Bill forgot the last three digits of his 8 digit password. He only remembers that the digits are even and not the same. What is the probability he enters the correct password on the first try?
Found 2 solutions by Theo, greenestamps:
Answer by Theo(13342)   (Show Source):
You can put this solution on YOUR website! there is only one possible code.
the possible digits are 2,4,6,8.
can't be 0
can't be any odd number between 0 and 9.
the probability that the first digit is the right digit is 1/4.
the probability that the second digit is the right digit, assuming that the the first digit is correct, is 1/3.
the probability that the third digit is the right digit, assuming that the first two digits are correct, is 1/2.
the total probability is 1/4 * 1/3 * 1/2 = 1/24.
if you look at the number of permutations possible, you will get 4P3 = 4! / (1!) = 4*3*2*1 / 1 = 24.
only one of those permutations is the correct permutation, therefore the probability is 1/24.
the permutation formula is p(n,x) = n! / (n-x)!.
when n = 4 and x = 3, the formula becomes p(4,3) = 4! / (4-3)! = 4! / 1! = 24.
only one permutation out of those 24 permutations is the correct permutation, therefore the probability is 1/24.
i'm pretty sure this is correct.
i was able to get the same answer both ways.
the denominator is the permutation of 4 possible numbers taken 3 at a time.
the numerator is 1.
the possible number are 2,4,6,8.
the possible 3 digit permutations are:
2 4 6 *****
2 6 4
4 2 6
4 6 2
6 2 4
6 4 2
2 4 8 *****
2 8 4
4 2 8
4 8 2
8 2 4
8 4 2
2 6 8 *****
2 8 6
6 2 8
6 8 2
8 2 6
8 6 2
4 6 8 *****
4 8 6
6 4 8
6 8 4
8 4 6
8 6 4
note that you have 4 sets of 6 = 24.
each set of 6 is a separate combination, if you don't take order of the digits into account
the permutation formula is p(n,x) = n! / (n-x)!

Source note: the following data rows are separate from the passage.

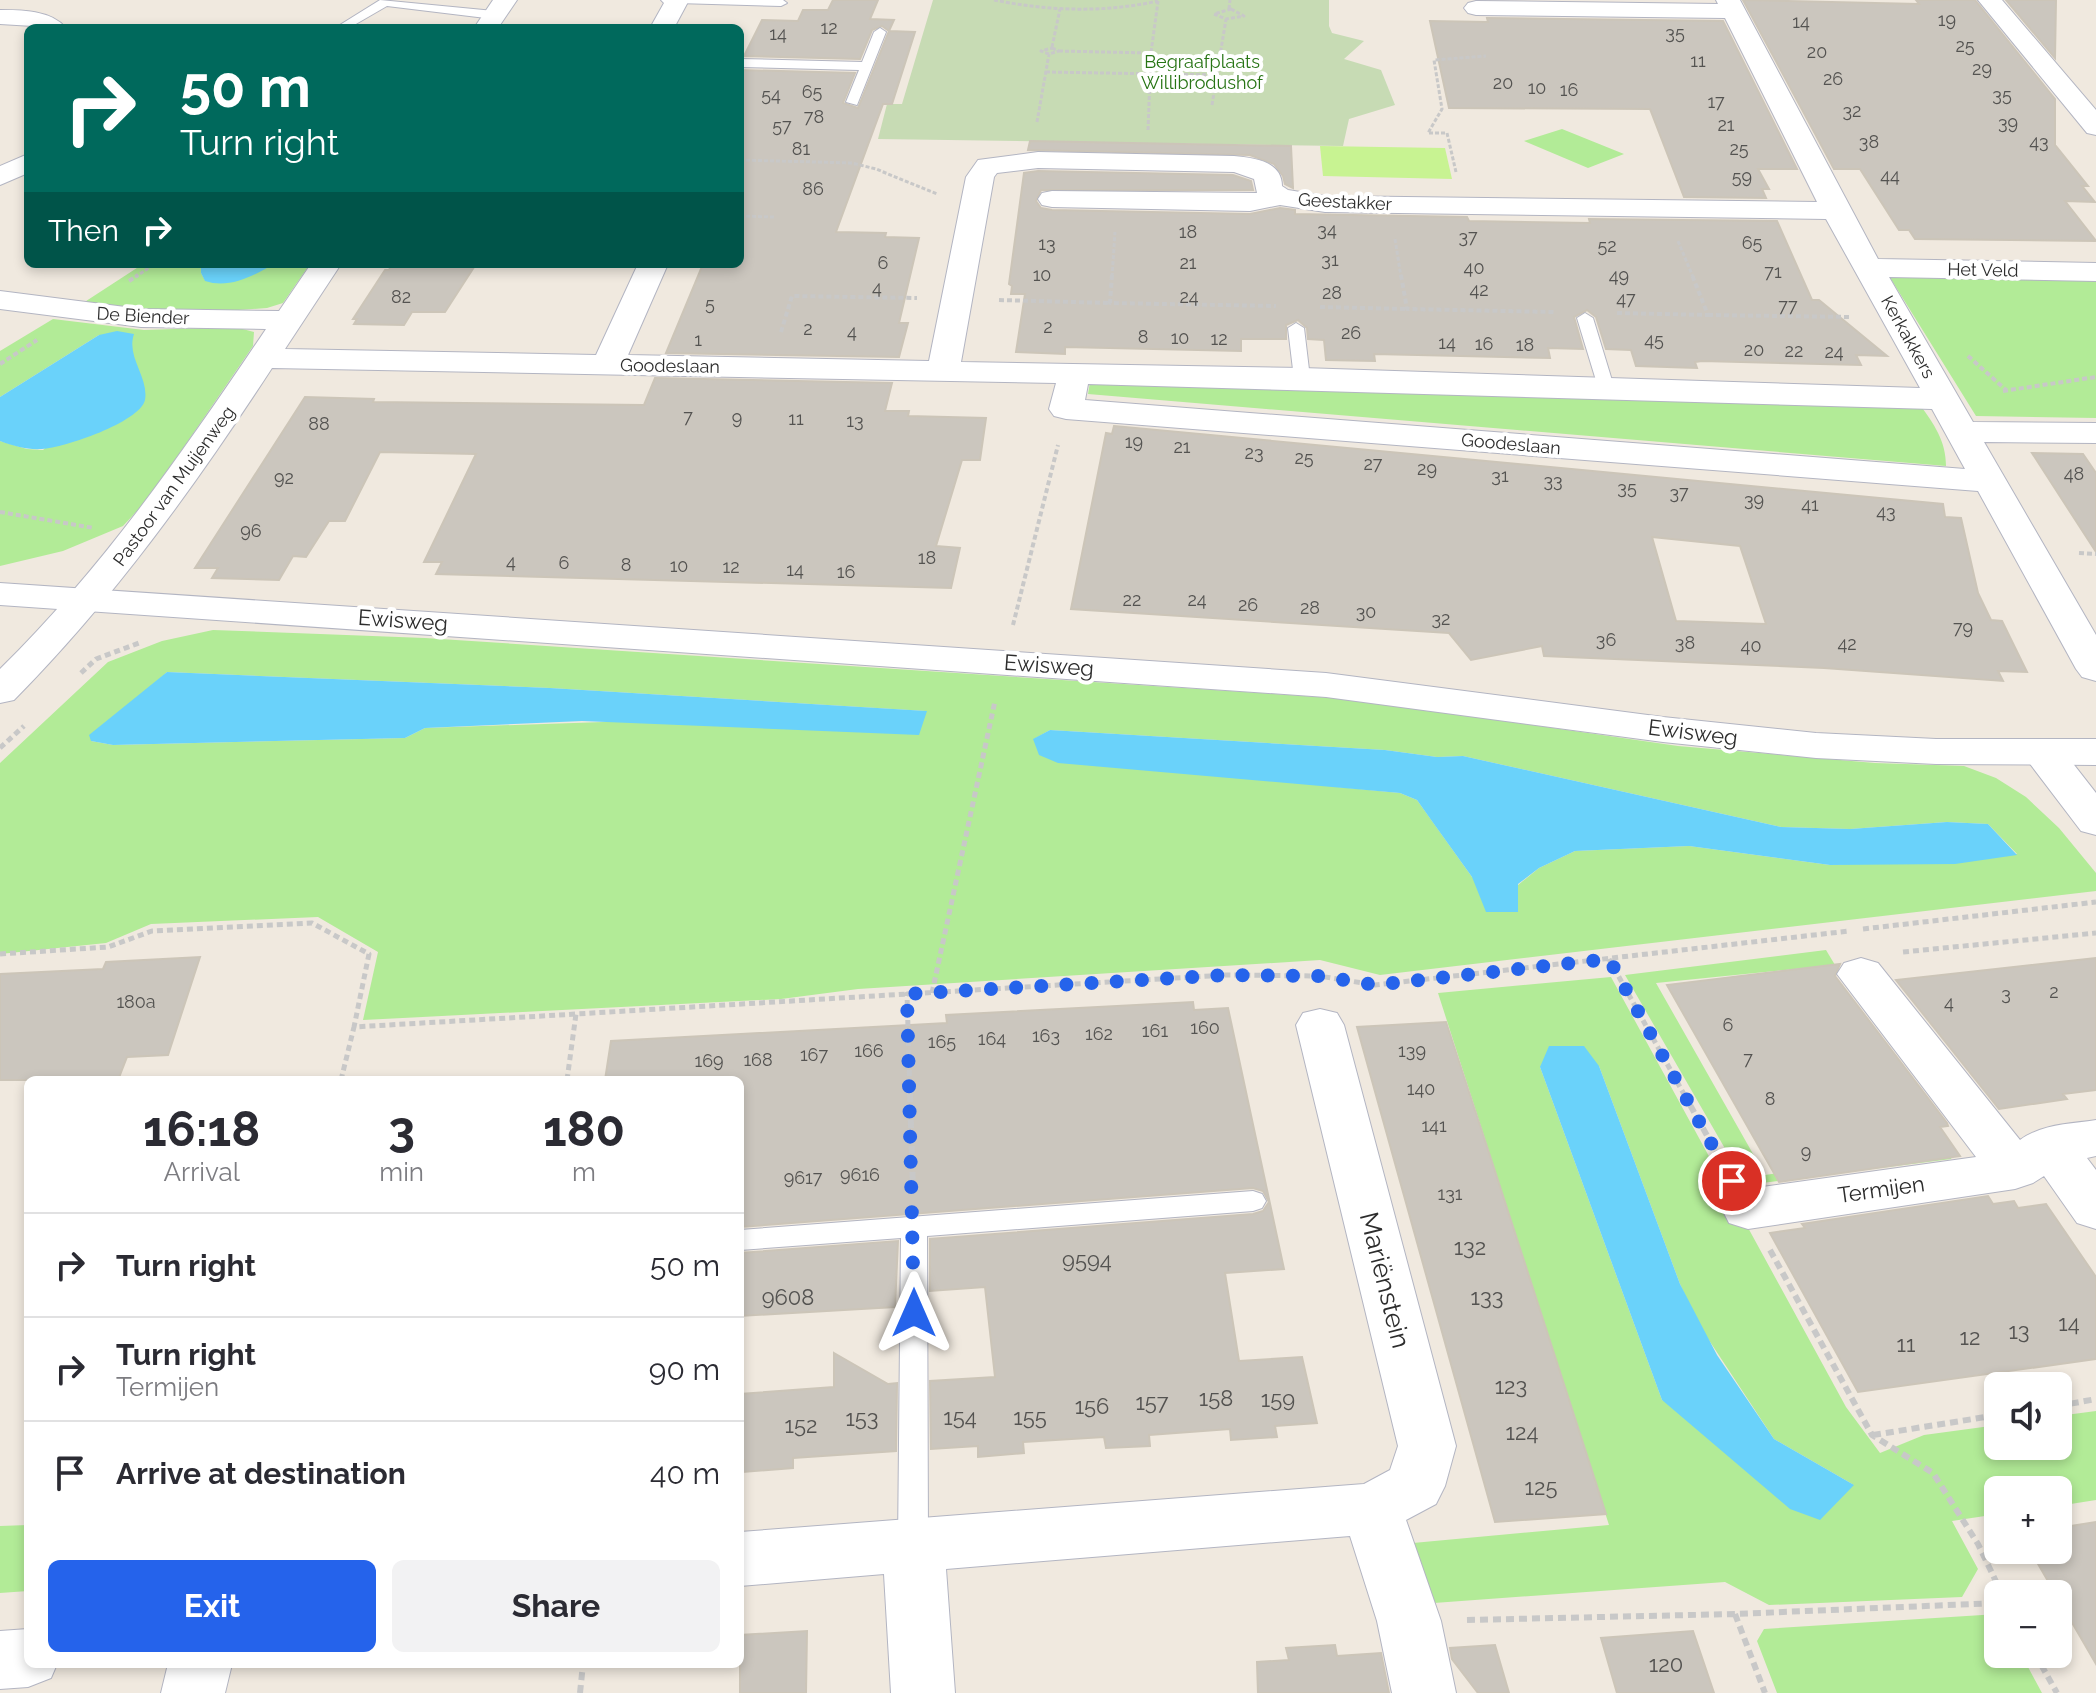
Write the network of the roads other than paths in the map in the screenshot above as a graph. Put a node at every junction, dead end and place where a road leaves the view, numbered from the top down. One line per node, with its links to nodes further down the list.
1 (57, 0): 9 (street)
2 (675, 0): 4 (lane); 12 (street)
3 (1990, 0): 17 (street)
4 (781, 3)
5 (1731, 6): 6 (street); 20 (street, Kerkakkers)
6 (1476, 8)
7 (495, 14): 11 (lane)
8 (0, 17): 9 (street)
9 (27, 17): 10 (street)
10 (44, 24)
11 (348, 24)
12 (664, 24)
13 (880, 32): 15 (lane)
14 (744, 63): 15 (lane)
15 (866, 66): 16 (lane)
16 (852, 102)
17 (2096, 127)
18 (1280, 197): 19 (street); 20 (street, Geestakker); 31 (street, Geestakker)
19 (1052, 199)
20 (1836, 211): 23 (street, Kerkakkers)
21 (323, 268): 27 (street, Pastoor van Muijenweg)
22 (651, 268): 30 (street)
23 (1870, 268): 24 (street, Het Veld); 35 (street, Kerkakkers)
24 (2096, 272)
25 (0, 300): 27 (street, De Biender)
26 (1584, 316): 34 (lane)
27 (287, 320): 29 (street, Pastoor van Muijenweg)
28 (1296, 328): 33 (lane)
29 (265, 358): 30 (street, Goodeslaan); 39 (street, Pastoor van Muijenweg)
30 (608, 364): 31 (street, Goodeslaan)
31 (943, 372): 32 (street, Goodeslaan)
32 (1074, 375): 33 (street, Goodeslaan); 37 (street, Goodeslaan)
33 (1302, 378): 34 (street, Goodeslaan)
34 (1606, 387): 35 (street, Goodeslaan)
35 (1952, 414): 36 (street, Goodeslaan); 37 (street, Kerkakkers)
36 (2096, 433)
37 (1991, 482): 40 (street, Kerkakkers)
38 (0, 594): 39 (street, Ewisweg)
39 (87, 602): 41 (street, Pastoor van Muijenweg); 42 (street, Ewisweg)
40 (2093, 659)
41 (0, 691)
42 (2042, 752): 43 (street, Ewisweg); 44 (street)
43 (2096, 752)
44 (2096, 822)
45 (1877, 964): 47 (street)
46 (1319, 1000): 53 (street, Mariënstein)
47 (2053, 1151): 49 (street, Termijen); 50 (street)
48 (1253, 1201): 51 (lane)
49 (1748, 1209)
50 (2096, 1209)
51 (914, 1225): 52 (lane); 54 (lane)
52 (744, 1240)
53 (1372, 1509): 54 (street, Mariënstein); 61 (street)
54 (913, 1545): 55 (street, Mariënstein); 60 (street)
55 (744, 1559)
56 (24, 1658): 57 (street)
57 (0, 1660)
58 (199, 1668): 59 (street)
59 (193, 1693)
60 (923, 1693)
61 (1424, 1693)

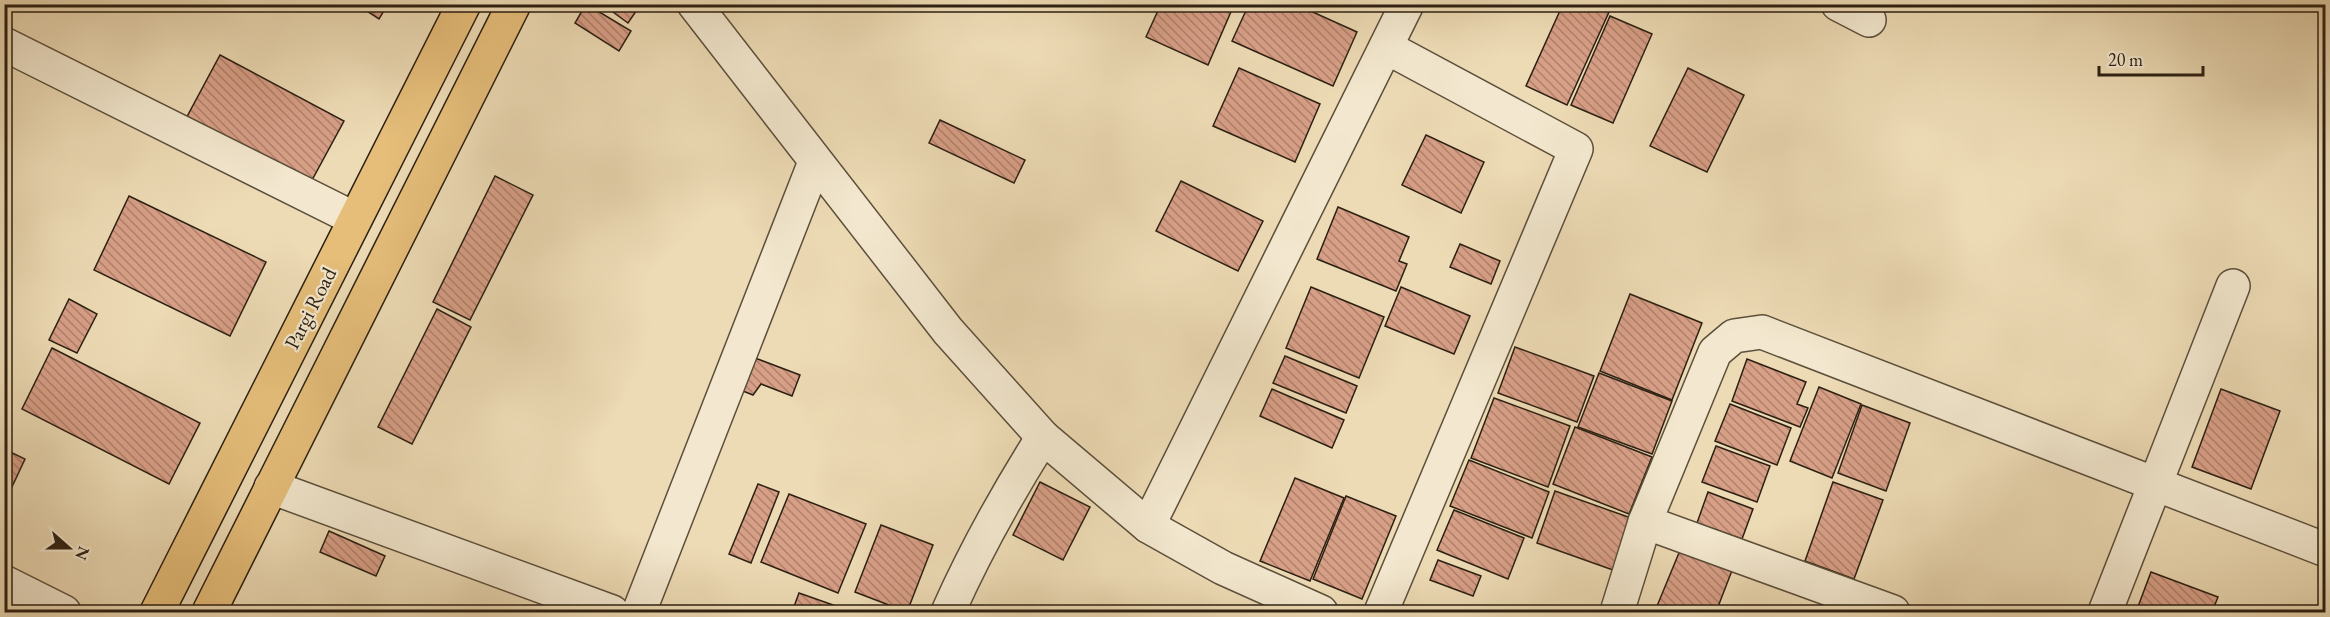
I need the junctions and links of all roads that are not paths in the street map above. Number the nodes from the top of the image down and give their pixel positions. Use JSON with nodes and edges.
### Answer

the combination formula is c(n,x) = n! / (x! * (n-x)!)
when n = 4 and x = 3, these formulas become:
p(4,3) = 4! / 3! = 4! = 24.
c(4,3) = 4! / (3! * 1!) = 4! / 3! = 4.
you have 4 possible combinatins where order is not important.
they are:
2 4 6
2 4 8
2 6 8
4 6 8
within each of those you have 6 possible arrangements where order is important.
4 * 6 = 24.
he will need to try up to 24 possible permutations and is assured to get the right combination.
Answer by greenestamps(13200)  (Show Source):
You can put this solution on YOUR website!
The other tutor goes through a lengthy explanation of why there are only 24 possible sequences (permutations) of the last three digits, so that the probability of getting the right password on the first attempt is 1/24.
That is quite possibly the answer the author of the problem wanted; however, grammatically it is not the right answer.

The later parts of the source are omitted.